Shinichiro Watanabe’s signature anime style is on display in Blade Runner Blackout 2022.

Well that was quick.

Earlier this month we found out that Shinichiro Watanabe, the anime director behind Cowboy Bebop, Samurai Champloo, and Space Dandy, was working on an anime that would help bridge the narrative gap between the original Blade Runner and its upcoming sequel, Blade Runner 2049. Now, not quite two weeks later, the short, titled Blade Runner Black Out 2022, is finished and free-to-watch in YouTube.

As indicated by its title, the anime takes place in 2022, three years after the events of the first Blade Runner. It opens with on-screen text explaining that a new type of Replicant (the Blade Runner franchise’s human-like sentient machines) has been introduced, but that that there’s also been a growing backlash against them, with human supremacists using the Replicant Registration database to track down and exterminate Replicants.

This brings us to Trixie, a sex worker Replicant who’s being confronted by three armed men in a dark, rainy alleyway. Before she becomes the victim of their violent and carnal urges, however, she’s rescued by Iggy, an escaped military-use Replicant, who dispatches her antagonists in a very messy way.

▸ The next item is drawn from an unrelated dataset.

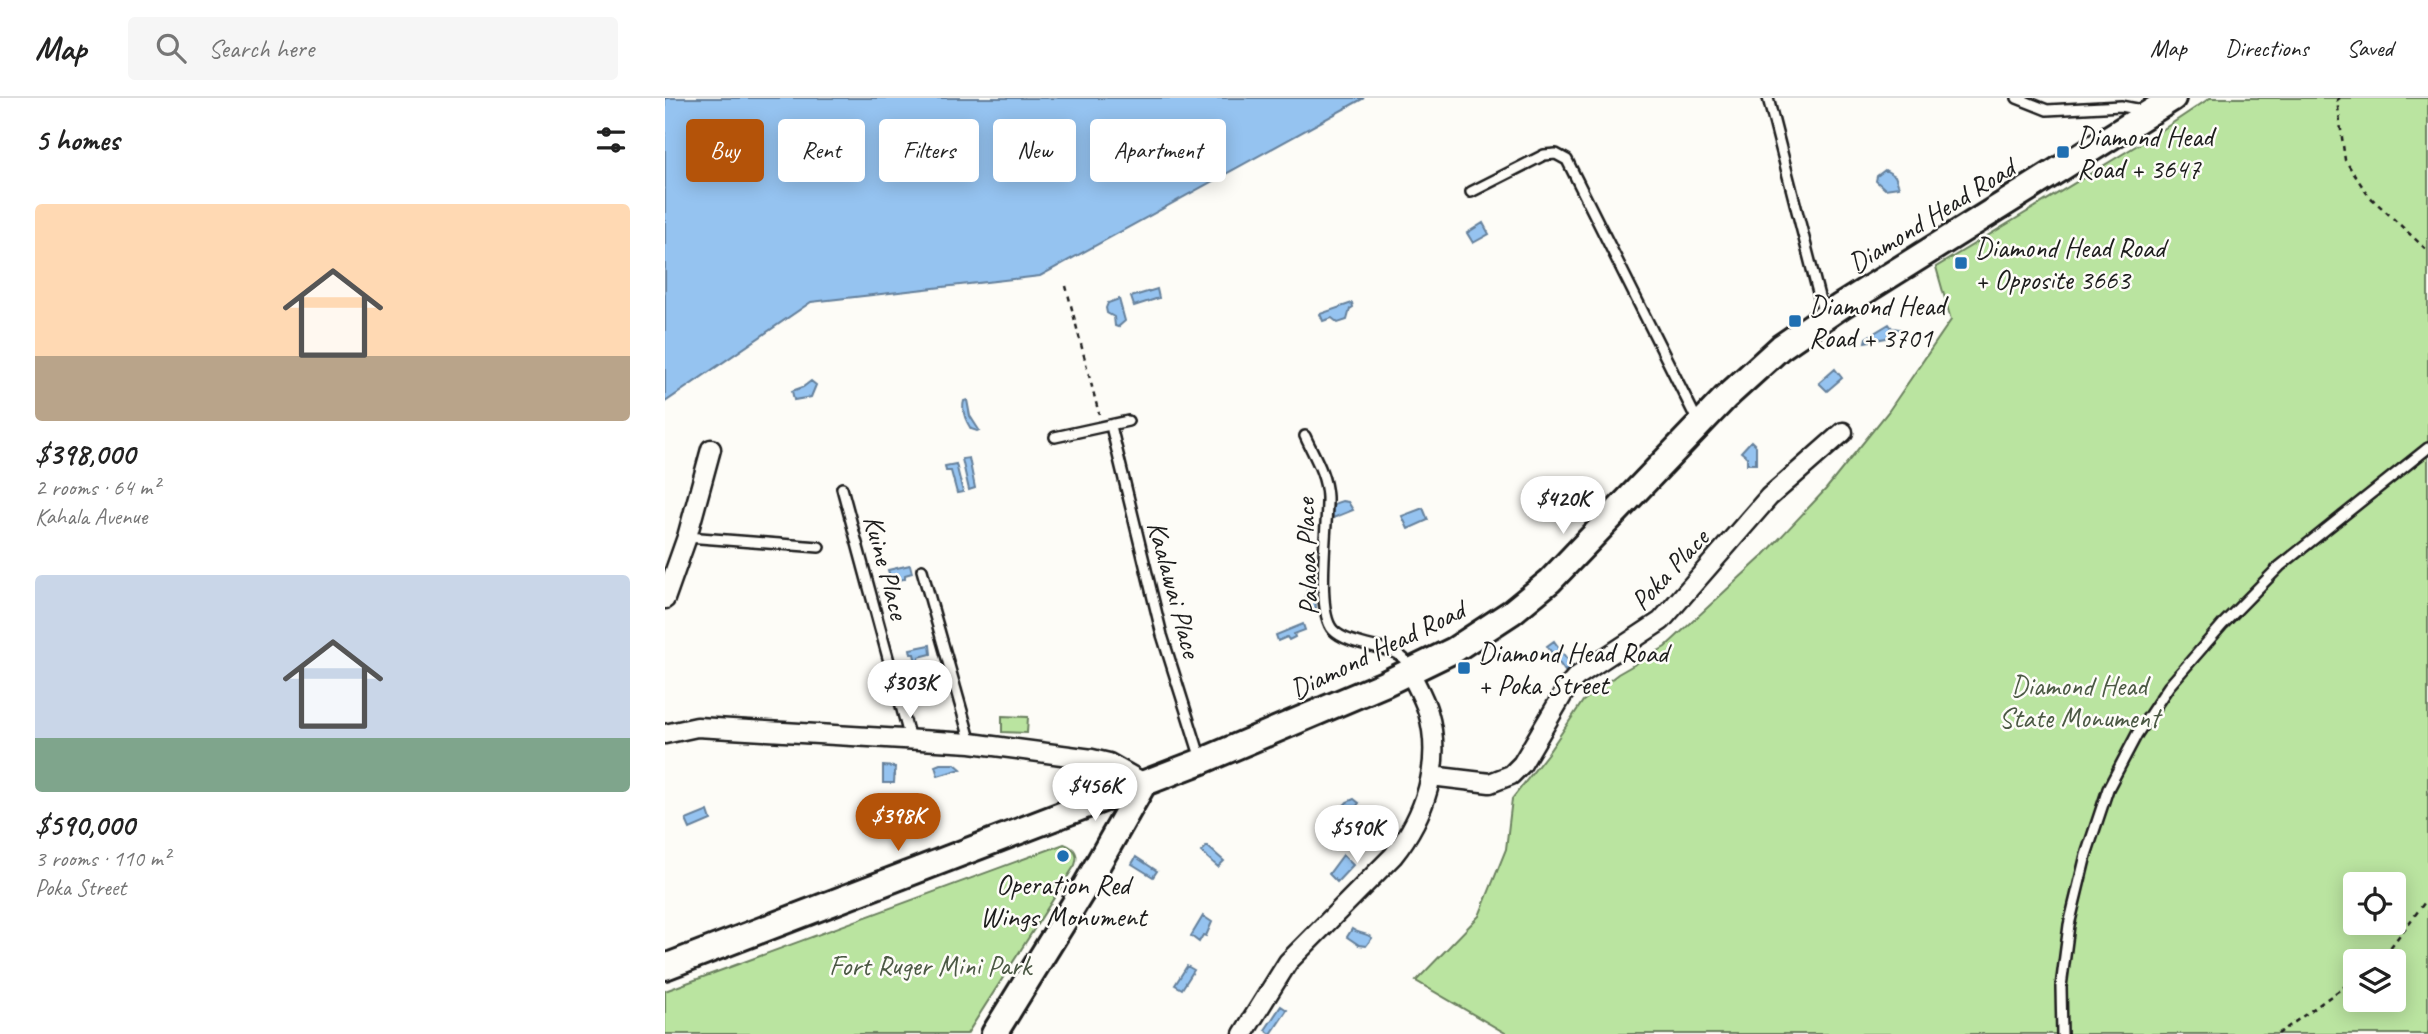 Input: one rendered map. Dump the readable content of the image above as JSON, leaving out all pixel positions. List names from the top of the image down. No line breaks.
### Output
{"streets":{"street":["Diamond Head Road","Poka Place"],"lane":["Palaoa Place","Kuine Place","Kaalawai Place"]},"crossings":[["Diamond Head Road","Palaoa Place"],["Diamond Head Road","Kaalawai Place"]],"parks":["Diamond Head State Monument","Fort Ruger Mini Park"],"places":{"transit":["Diamond Head Road + 3647","Diamond Head Road + Opposite 3663","Diamond Head Road + 3701","Diamond Head Road + Poka Street"],"other":["Operation Red Wings Monument"]},"page":{"header":"Map","search":"Search here","nav":["Map","Directions","Saved"],"heading":"5 homes","chip":["Buy","Rent","Filters","New","Apartment"],"list":[{"name":"$398,000","note":"2 rooms · 64 m² · Kahala Avenue"},{"name":"$590,000","note":"3 rooms · 110 m² · Poka Street"}],"price":["$420K","$303K","$456K","$398K","$590K"]}}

Following this chance encounter, Trixie decides to throw her lot in with a plot by Iggy and his comrades to destroy the Replicant Registration data centers and launch an EMP attack against humanity, as part of a ploy to allow Replicants to fully blend in with the human population. The opportunity gels neatly with Trixie’s recent remunerations on the nature of her existence, as she’s come to question whether she’s anything more to her than just a doll with consciousness, if it’s possible for her to become human, and what happens to Replicants when they “die.”

When the time comes for the attack, Trixie shows off some impressive combat skills, considering that up until the events of the video she’s been essentially just a robot prostitute. But Watanabe only has so much time to work with, and wisely decided that rather than spend precious minutes showing how Trixie became such a capable combatant, audiences would be more satisfied if that time was used to show her turning a truck’s side-view mirror into a deadly weapon and using martial arts to defeat gun-wielding opponents in close quarters.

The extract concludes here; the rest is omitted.